It took one man more than 20 years to turn a large granite outcropping on the edge of Lake Kabetogama into an extensive series of terraced gardens, water pools and stone sculptures.
Not much is known about Jack Ellsworth. He and his wife Elsie lived in Chicago, he was a building contractor and a self-taught artist, and he owned a vacation property on the northern edge of Lake Kabetogama in St. Louis County, Minnesota.
Beyond that, we know he spent every summer between 1944 and 1965 creating the Ellsworth Rock Gardens at his vacation home, turning a large gray outcrop of rock into a lakeside wonderland of terraced gardens and rock sculptures. Why? Well, according to Jack in a rare recorded interview, his motivation was refreshingly straightforward: “We love this country and wish to spend more time here, but I just had to have something to keep me busy.”
And busy he certainly was. First he ferried building materials across the lake to build his cabin, outhouses and a shed. Then he set about creating his garden, using the irregular shape of the rock outcropping to inspire the garden’s organic form. He planted more than 13,000 lilies in four varieties. He filled his terrace beds with about 32 herbaceous ornamental plant varieties, including dahlias, marigolds, phlox, nasturtiums, nicotiana, balsam and bachelor buttons, their brilliant colors contrasting with the native rock.

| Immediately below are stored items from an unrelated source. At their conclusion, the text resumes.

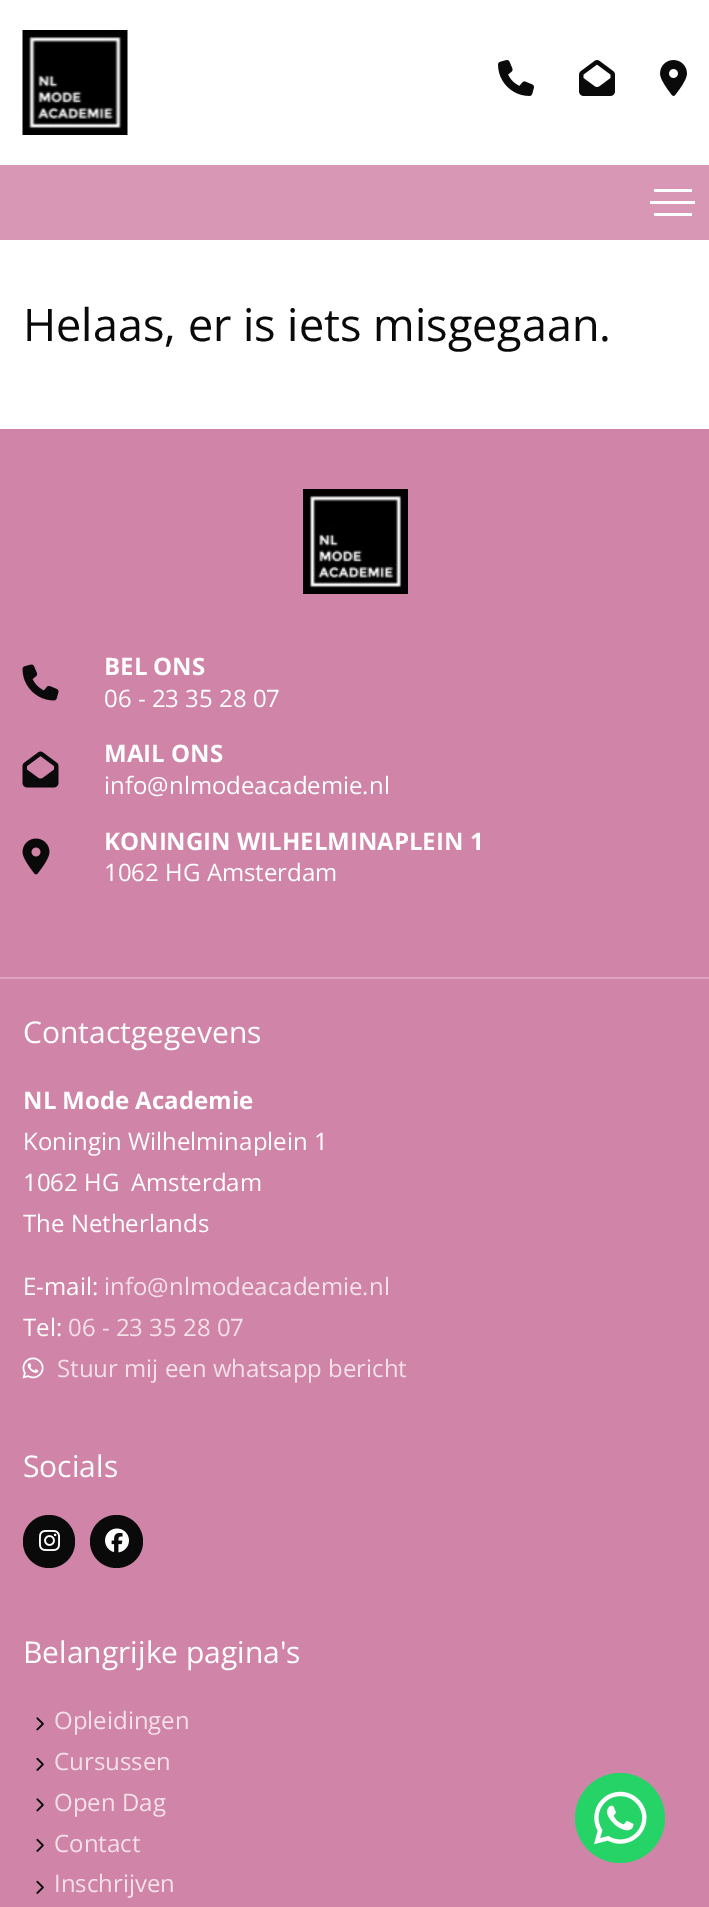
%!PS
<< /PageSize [709 1907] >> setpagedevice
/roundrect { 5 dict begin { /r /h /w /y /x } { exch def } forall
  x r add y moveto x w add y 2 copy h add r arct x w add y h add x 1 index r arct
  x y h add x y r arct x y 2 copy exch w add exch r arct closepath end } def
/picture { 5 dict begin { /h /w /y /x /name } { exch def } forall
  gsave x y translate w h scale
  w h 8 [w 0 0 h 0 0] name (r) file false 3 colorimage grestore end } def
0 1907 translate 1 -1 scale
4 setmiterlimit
1 setgray
0 0 709 1907 rectfill
(img1.rgb) 22 30 106 105 picture
(img2.rgb) 498 60 36 36 picture
(img3.rgb) 579 60 36 36 picture
(img4.rgb) 660 60 27 36 picture
0.843 0.592 0.71 setrgbcolor
0 165 709 75 rectfill
1 setgray
654 189 38 3 rectfill
650 201 45 3 rectfill
654 213 38 3 rectfill
/OpenSans-Regular [45 0 0 -45 0 0] selectfont
0.039 setgray
23 341 moveto (Helaas, er is iets misgegaan.) show
0.816 0.522 0.659 setrgbcolor
0 429 709 548 rectfill
(img5.rgb) 303 489 105 105 picture
(img6.rgb) 22 664 37 37 picture
/OpenSans-Bold [24 0 0 -24 0 0] selectfont
1 setgray
104 675 moveto (BEL ONS) show
/OpenSans-Regular [24 0 0 -24 0 0] selectfont
104 707 moveto (06 - 23 35 28 07) show
(img7.rgb) 22 751 37 37 picture
/OpenSans-Bold [24 0 0 -24 0 0] selectfont
104 762 moveto (MAIL ONS) show
/OpenSans-Regular [24 0 0 -24 0 0] selectfont
104 794 moveto (info@nlmodeacademie.nl) show
(img8.rgb) 22 838 28 37 picture
/OpenSans-Bold [24 0 0 -24 0 0] selectfont
104 850 moveto (KONINGIN WILHELMINAPLEIN 1) show
/OpenSans-Regular [24 0 0 -24 0 0] selectfont
104 881 moveto (1062 HG Amsterdam) show
0.816 0.522 0.659 setrgbcolor
0 979 709 928 rectfill
0.863 0.643 0.745 setrgbcolor
0 977 709 2 rectfill
/OpenSans-Regular [30 0 0 -30 0 0] selectfont
1 setgray
23 1043 moveto (Contactgegevens) show
/OpenSans-Bold [24 0 0 -24 0 0] selectfont
23 1109 moveto (NL Mode Academie) show
/OpenSans-Regular [24 0 0 -24 0 0] selectfont
23 1150 moveto (Koningin Wilhelminaplein 1) show
23 1191 moveto (1062 HG) show
131 1191 moveto (Amsterdam) show
23 1232 moveto (The Netherlands) show
23 1295 moveto (E-mail:) show
0.953 0.882 0.914 setrgbcolor
104 1295 moveto (info@nlmodeacademie.nl) show
1 setgray
23 1336 moveto (Tel:) show
0.953 0.882 0.914 setrgbcolor
68 1336 moveto (06 - 23 35 28 07) show
(img9.rgb) 22 1357 22 22 picture
57 1377 moveto (Stuur mij een whatsapp bericht) show
/OpenSans-Regular [30 0 0 -30 0 0] selectfont
1 setgray
23 1477 moveto (Socials) show
0.039 setgray
23 1515 52 53 26 roundrect fill
(img10.rgb) 39 1530 21 21 picture
newpath 116.5 1541.5 26.5 0 360 arc closepath fill
(img11.rgb) 105 1528 24 25 picture
1 setgray
23 1663 moveto (Belangrijke pagina's) show
(img12.rgb) 36 1717 8 14 picture
/OpenSans-Regular [24 0 0 -24 0 0] selectfont
0.953 0.882 0.914 setrgbcolor
54 1729 moveto (Opleidingen) show
(img13.rgb) 36 1757 8 14 picture
54 1770 moveto (Cursussen) show
(img12.rgb) 36 1798 8 14 picture
54 1811 moveto (Open Dag) show
(img13.rgb) 36 1838 8 14 picture
54 1852 moveto (Contact) show
(img13.rgb) 36 1880 8 14 picture
54 1892 moveto (Inschrijven) show
0.145 0.827 0.4 setrgbcolor
newpath 620 1818 45 0 360 arc closepath fill
(img14.rgb) 594 1791 53 54 picture
showpage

Ellsworth didn’t stop there. He added ponds and built stone bridges over natural water channels. He planted roses and peonies in beds near the base of the outcropping. And to top it all off, he constructed a system of some 200 stone sculptures of various shapes and sizes. Abstract shapes mixed with stone tables and altars; he built large monoliths and small stone spires, and stone gateways to show the direction of movement through the gardens.

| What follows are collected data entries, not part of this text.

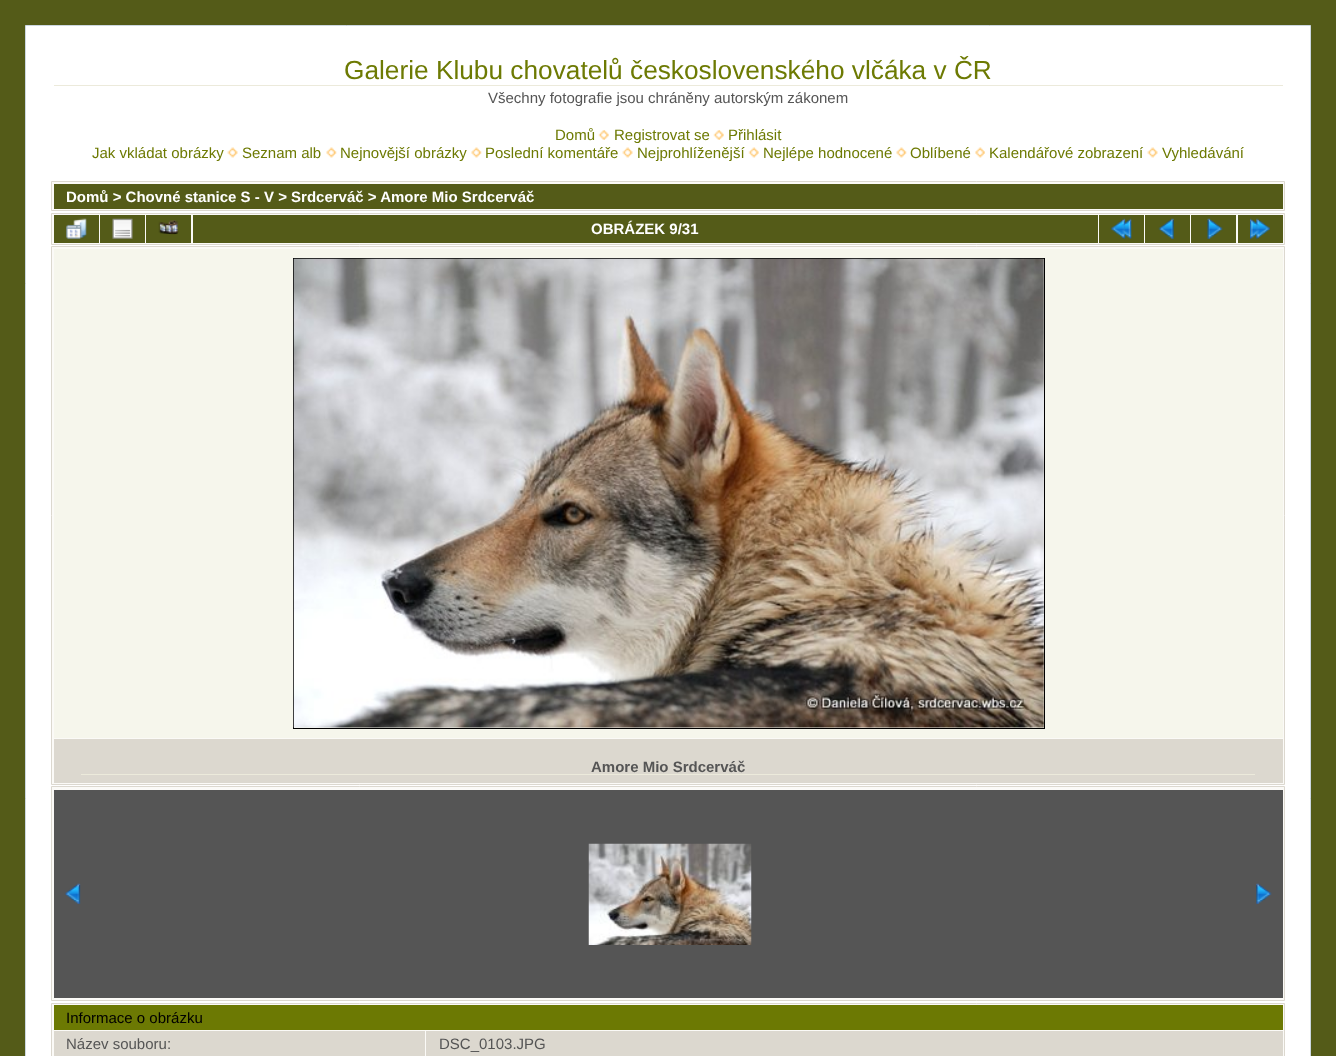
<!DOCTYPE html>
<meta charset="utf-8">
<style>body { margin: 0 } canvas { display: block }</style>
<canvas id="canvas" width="1336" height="1056"></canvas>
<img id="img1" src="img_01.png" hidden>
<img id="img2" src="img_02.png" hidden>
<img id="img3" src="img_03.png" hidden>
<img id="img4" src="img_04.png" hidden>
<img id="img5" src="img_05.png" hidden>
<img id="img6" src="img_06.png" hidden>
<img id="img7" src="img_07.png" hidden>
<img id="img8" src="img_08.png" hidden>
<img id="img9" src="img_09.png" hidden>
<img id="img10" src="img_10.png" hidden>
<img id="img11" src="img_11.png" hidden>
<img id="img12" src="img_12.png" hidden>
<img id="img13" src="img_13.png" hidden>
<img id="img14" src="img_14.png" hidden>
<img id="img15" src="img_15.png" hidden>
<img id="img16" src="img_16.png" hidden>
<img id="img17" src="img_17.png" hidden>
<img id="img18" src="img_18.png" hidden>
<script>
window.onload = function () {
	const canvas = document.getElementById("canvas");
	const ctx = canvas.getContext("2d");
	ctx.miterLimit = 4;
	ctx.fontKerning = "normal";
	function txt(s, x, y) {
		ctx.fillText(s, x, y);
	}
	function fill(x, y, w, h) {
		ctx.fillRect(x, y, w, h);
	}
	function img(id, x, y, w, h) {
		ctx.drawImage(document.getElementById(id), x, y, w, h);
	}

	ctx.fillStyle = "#545B18";
	fill(0, 0, 1336, 1056);
	ctx.fillStyle = "#FFFFFF";
	ctx.beginPath();
	ctx.rect(25.5, 25.5, 1285, 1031);
	ctx.fill();
	ctx.strokeStyle = "#CCD7E0";
	ctx.stroke();
	ctx.fillStyle = "#ECEADB";
	fill(54, 85, 1229, 1);
	img("img1", 598, 130, 11, 10);
	img("img2", 713, 130, 11, 10);
	img("img3", 227, 147, 11, 11);
	img("img4", 326, 147, 11, 11);
	img("img4", 471, 147, 11, 11);
	img("img3", 622, 147, 11, 11);
	img("img5", 748, 147, 11, 11);
	img("img4", 896, 147, 11, 11);
	img("img6", 975, 147, 10, 11);
	img("img7", 1147, 147, 11, 11);
	ctx.fillStyle = "#FBFAF7";
	ctx.beginPath();
	ctx.rect(51.5, 181.5, 1233, 29);
	ctx.fill();
	ctx.strokeStyle = "#DCD8CF";
	ctx.stroke();
	ctx.fillStyle = "#545B18";
	fill(54, 184, 1229, 25);
	ctx.fillStyle = "#FBFAF7";
	ctx.beginPath();
	ctx.rect(51.5, 213.5, 1233, 31);
	ctx.fill();
	ctx.stroke();
	ctx.fillStyle = "#545B18";
	fill(54, 215, 45, 28);
	img("img8", 66, 218, 21, 21);
	fill(100, 215, 45, 28);
	img("img9", 112, 218, 21, 21);
	fill(146, 215, 45, 28);
	img("img10", 158, 220, 21, 15);
	fill(193, 215, 905, 28);
	fill(1099, 215, 45, 28);
	img("img11", 1111, 218, 21, 21);
	fill(1145, 215, 45, 28);
	img("img12", 1158, 218, 16, 21);
	fill(1191, 215, 45, 28);
	img("img13", 1207, 218, 16, 21);
	fill(1238, 215, 45, 28);
	img("img14", 1250, 218, 20, 21);
	ctx.fillStyle = "#FBFAF7";
	ctx.beginPath();
	ctx.rect(51.5, 246.5, 1233, 538);
	ctx.fill();
	ctx.stroke();
	ctx.fillStyle = "#F6F6EC";
	fill(54, 249, 1229, 489);
	ctx.strokeStyle = "#000000";
	ctx.strokeRect(293.5, 258.5, 751, 470);
	img("img15", 293, 258, 751, 470);
	ctx.fillStyle = "#DCD8CF";
	fill(54, 739, 1229, 44);
	ctx.fillStyle = "#ECEADB";
	fill(81, 774, 1174, 1);
	ctx.fillStyle = "#FBFAF7";
	ctx.beginPath();
	ctx.rect(51.5, 786.5, 1233, 214);
	ctx.fill();
	ctx.strokeStyle = "#DCD8CF";
	ctx.stroke();
	ctx.fillStyle = "#555555";
	fill(54, 790, 1229, 208);
	img("img16", 65, 883, 16, 21);
	img("img17", 588, 843, 164, 102);
	img("img18", 1256, 883, 16, 21);
	ctx.fillStyle = "#FBFAF7";
	ctx.beginPath();
	ctx.rect(51.5, 1003.5, 1233, 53);
	ctx.fill();
	ctx.stroke();
	ctx.fillStyle = "#6C7903";
	fill(54, 1005, 1229, 25);
	ctx.fillStyle = "#DCD8CF";
	fill(54, 1031, 371, 25);
	fill(426, 1031, 857, 25);
	ctx.font = "26.25px Liberation Sans";
	ctx.fillStyle = "#6D7A03";
	txt("Galerie Klubu chovatelů československého vlčáka v ČR", 344, 79);
	ctx.font = "15px Liberation Sans";
	ctx.fillStyle = "#555555";
	txt("Všechny fotografie jsou chráněny autorským zákonem", 488, 103);
	ctx.fillStyle = "#6D7A03";
	txt("Domů", 555, 140);
	txt("Registrovat se", 614, 140);
	txt("Přihlásit", 728, 140);
	txt("Jak vkládat obrázky", 92, 158);
	txt("Seznam alb", 242, 158);
	txt("Nejnovější obrázky", 340, 158);
	txt("Poslední komentáře", 485, 158);
	txt("Nejprohlíženější", 637, 158);
	txt("Nejlépe hodnocené", 763, 158);
	txt("Oblíbené", 910, 158);
	txt("Kalendářové zobrazení", 989, 158);
	txt("Vyhledávání", 1162, 158);
	ctx.font = "bold 15px Liberation Sans";
	ctx.fillStyle = "#FFFFFF";
	txt("Domů > Chovné stanice S - V > Srdcerváč > Amore Mio Srdcerváč", 66, 202);
	txt("OBRÁZEK 9/31", 591, 234);
	ctx.fillStyle = "#555555";
	txt("Amore Mio Srdcerváč", 591, 772);
	ctx.font = "15px Liberation Sans";
	ctx.fillStyle = "#000000";
	txt("Informace o obrázku", 66, 1023);
	ctx.fillStyle = "#555555";
	txt("Název souboru:", 66, 1049);
	txt("DSC_0103.JPG", 439, 1049);
};
</script>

The result was a fanciful rock garden surrounded by forested wilderness on one side, and the lake on the other: the kind of place you’d find the half-elven Arwen picking flowers for Aragorn.
Ellsworth’s work didn’t go unnoticed. Word soon spread and, during the garden’s heyday from the late-1940s to the mid-1960s, thousands of people came to visit each year. It became known as the “Showplace of Lake Kabetogama,” and people marveled at the work, the gardens seemingly having sprung spontaneously from the site, in harmony with the surrounding landscape.
In the 1960s, however, Ellsworth’s health began to decline. He made his final visit to the gardens in 1965, never to return. He died in 1974, and his wife a few years later.
The gardens began an almost two-decade period of decline. The basic form of the terraced beds remained, but some sculptures began to topple, and the forest slowly began to encroach upon the gardens. People still visited from across the lake, but not in the numbers of previous decades.
But the Lake Kabetogama community hadn’t forgotten about Ellsworth’s garden. Following the foundation of Voyageurs National Park in 1975, and the acquisition of the Ellsworth Rock Gardens by the National Park Service in 1978, locals put pressure on the park service to maintain the site. Finally, in 1996, a one-day vegetation removal effort took place. And, since 2000, the park has organized an annual tidying up of the site, known as the “Garden Blitz.”
The Ellsworth Rock Gardens have never returned to the splendor of their heyday, when Ellsworth himself was in charge. But, in some respects, the site has taken on a whole different kind of charm, like a mythological ruin where strange stone cats peer up at moss-covered monoliths, the whole thing arguably more in harmony with nature than ever before. Jack Ellsworth, one hopes, would approve.
Know Before You Go
The Ellsworth Rock Gardens are located in the northern shores of Lake Kabetogama in St. Louis County, Minnesota. You can only get there by boat. You can hire a local guide or tour agency to take you there, or check with the Voyageurs National Park for ranger-led boat tours (these were happening on Tuesdays during the summer, but check in advance to confirm). Entrance to the gardens is currently free, but there is a donations box on site, which helps with the ongoing restoration and maintenance efforts, which are largely carried out by volunteers.